Dans l’idéal, la laïcité doit pouvoir débattre de tout avec tous. Mais si le débat est impossible ? L’enseignant cherchera à mettre en place les conditions d’un débat. Mais si celui-ci reste encore impossible ? Le rôle de l’école n’est pas de laisser dégénérer le débat dans la classe en combat de rues, ni de mettre systématiquement des esprits trop jeunes en contradiction insurmontable avec leur environnement familial et social. Mieux vaut alors, provisoirement, comme la morale provisoire, n’en pas parler. Un silence de neutralité. Et ce silence n’est pas seulement de précaution, il est une forme de respect. C’était la vertu de beaucoup d’instituteurs et professeurs, nos anciens maîtres.
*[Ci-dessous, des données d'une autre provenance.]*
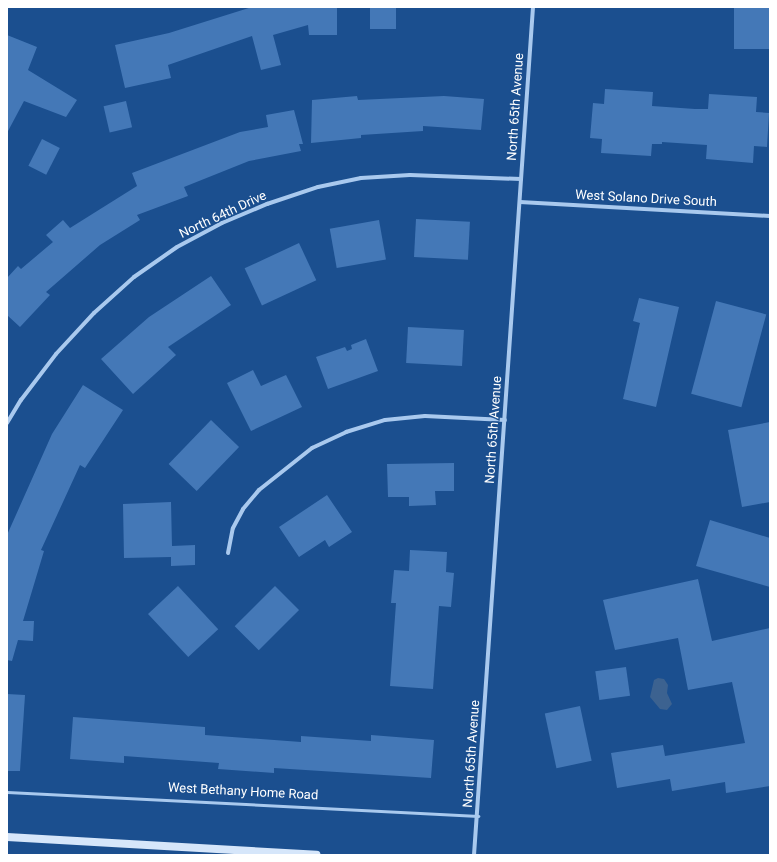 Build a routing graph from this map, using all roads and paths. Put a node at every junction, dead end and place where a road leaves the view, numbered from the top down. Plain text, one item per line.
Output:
1 (533, 7) edge
2 (521, 179) junction
3 (520, 202) junction
4 (770, 216) edge
5 (505, 420) junction
6 (7, 423) edge
7 (228, 553) dead end
8 (7, 792) edge
9 (478, 816) junction
10 (7, 837) edge
11 (316, 855) edge
12 (474, 855) edge

1 - 2 street, North 65th Avenue
2 - 3 street, North 65th Avenue
2 - 6 street, North 64th Drive
3 - 4 street, West Solano Drive South
3 - 5 street, North 65th Avenue
5 - 7 street
5 - 9 street, North 65th Avenue
8 - 9 lane, West Bethany Home Road
9 - 12 street, North 65th Avenue
10 - 11 main road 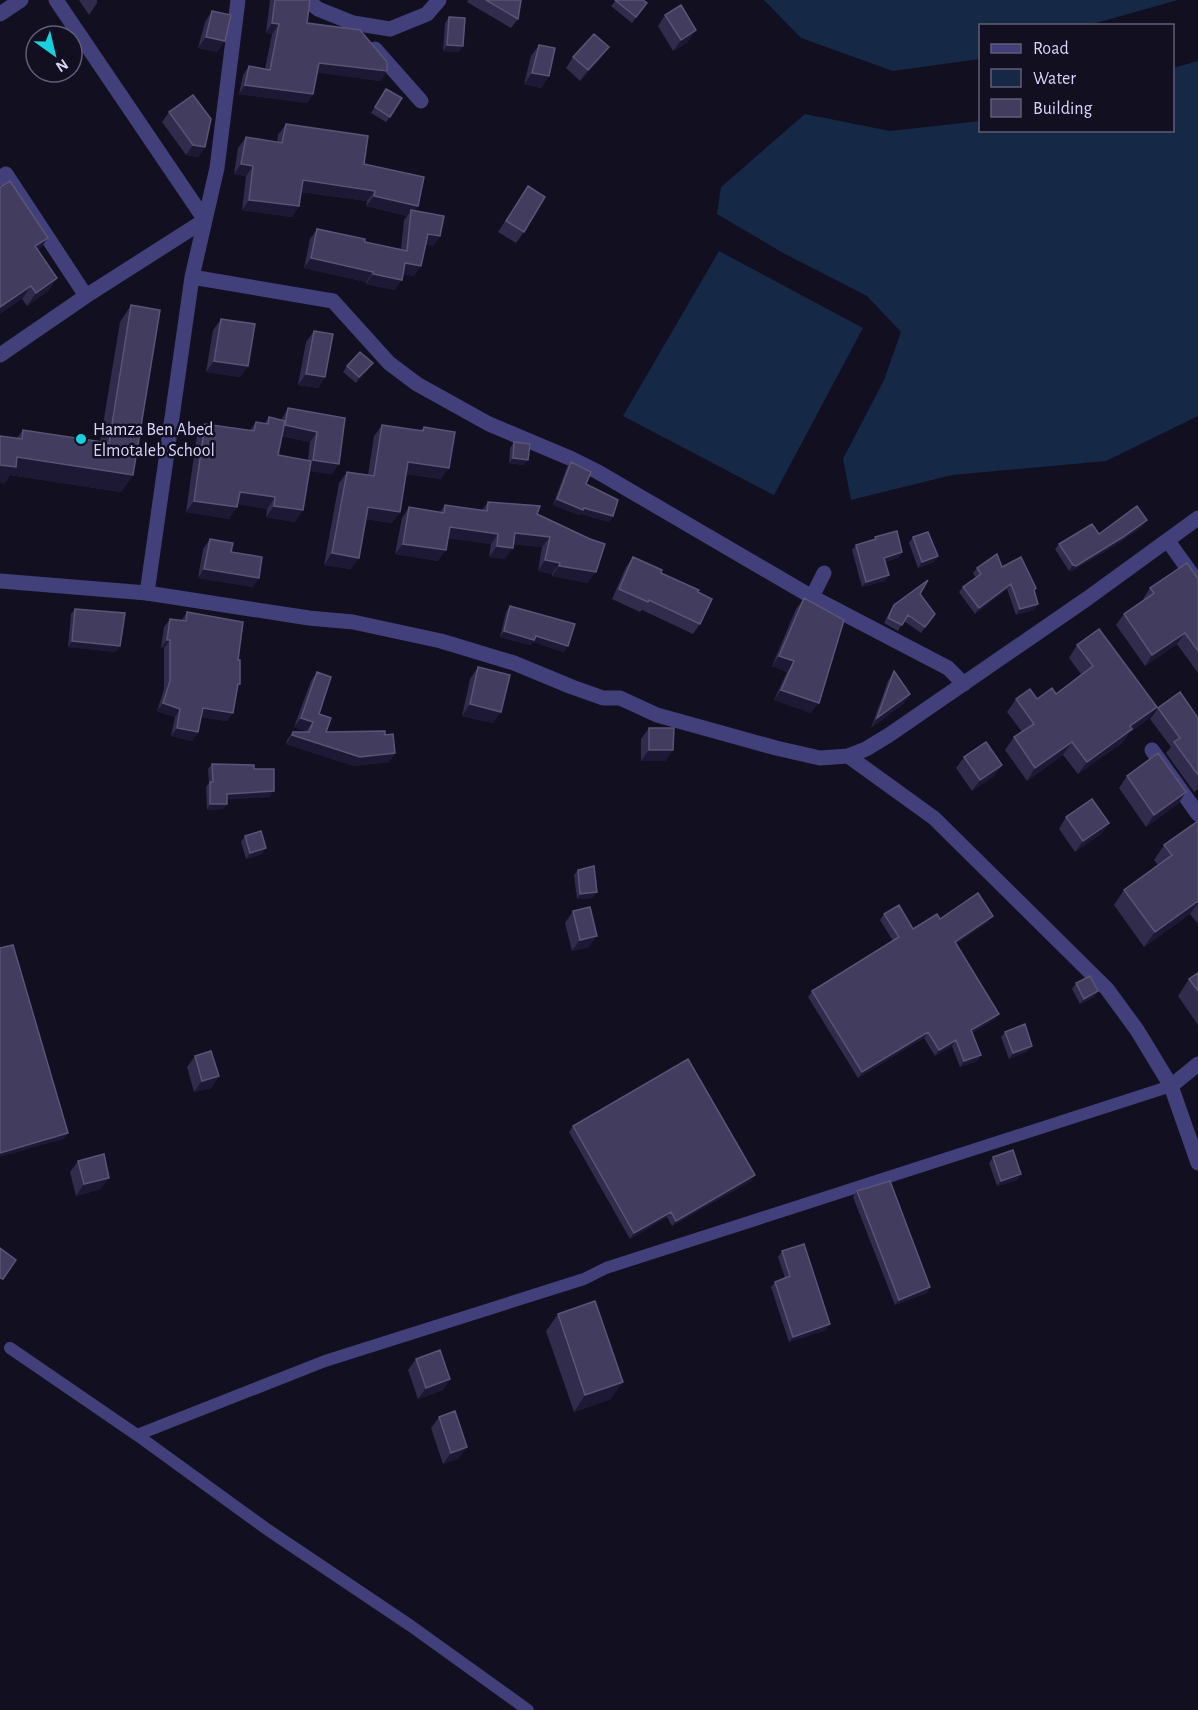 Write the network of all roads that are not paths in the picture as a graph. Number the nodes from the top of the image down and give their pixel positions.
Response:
1 (21, 0) edge
2 (56, 0) edge
3 (238, 0) edge
4 (307, 0) edge
5 (439, 0) edge
6 (0, 14) edge
7 (353, 22) junction
8 (421, 101) dead end
9 (2, 172) edge
10 (205, 219) junction
11 (192, 277) junction
12 (86, 296) junction
13 (0, 355) edge
14 (1198, 518) edge
15 (1168, 541) junction
16 (824, 573) dead end
17 (0, 581) edge
18 (1198, 583) edge
19 (147, 593) junction
20 (812, 597) junction
21 (964, 684) junction
22 (1152, 750) dead end
23 (848, 756) junction
24 (1198, 814) edge
25 (1198, 1064) edge
26 (1171, 1086) junction
27 (1198, 1163) edge
28 (10, 1348) dead end
29 (137, 1435) junction
30 (528, 1710) edge

1 - 6 street
2 - 10 street
3 - 10 street
4 - 7 street
5 - 7 street
7 - 8 street
9 - 12 street
10 - 11 street
10 - 12 street
11 - 19 street
11 - 20 street
12 - 13 street
14 - 15 street
15 - 18 street
15 - 21 street
16 - 20 street
17 - 19 street
19 - 23 street
20 - 21 street
21 - 23 street
22 - 24 street
23 - 26 street
25 - 26 street
26 - 27 street
26 - 29 lane
28 - 29 lane
29 - 30 lane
Il subsistera toujours une antinomie entre religion et école publique : la première exclut le doute, la seconde est le lieu où on doute par méthode et où on remet en question les idées et les mœurs.
Les contenus de l’enseignement dépendent des professeurs autant que des instructions. Écoles, collèges et lycées ne sont ni le Collège de France, ni l’ EHESS. Il faut bien poser la question taboue : combien de temps pour parler des religions, combien de lignes pour en écrire ? On ne peut se contenter de charger la barque ou de se promener dans les faits religieux comme dans les rayons d’un hypermarché.
La laïcité de nos services publics est le seul cadre intellectuel qui convienne à une histoire des religions débarrassée des mémoires historiées, mais orientées par la supériorité et la survie du groupe religieux. Mémoires à œillères et à parti pris, ignorant le point de vue de l’autre et devenant même histoire sainte, en faisant intervenir Dieu. C’est la grandeur de l’attitude de laïcité des universités publiques, qui ont élaboré les sciences religieuses et une histoire élargie et comparative des religions. Cette attitude s’est étendue à la plupart des universités européennes.
Le maelström actuel autour de la laïcité n’en paraît que plus extravagant.

Jean Peyrot, maître de Conférences honoraire à l’Institut d’études politiques de Lyon.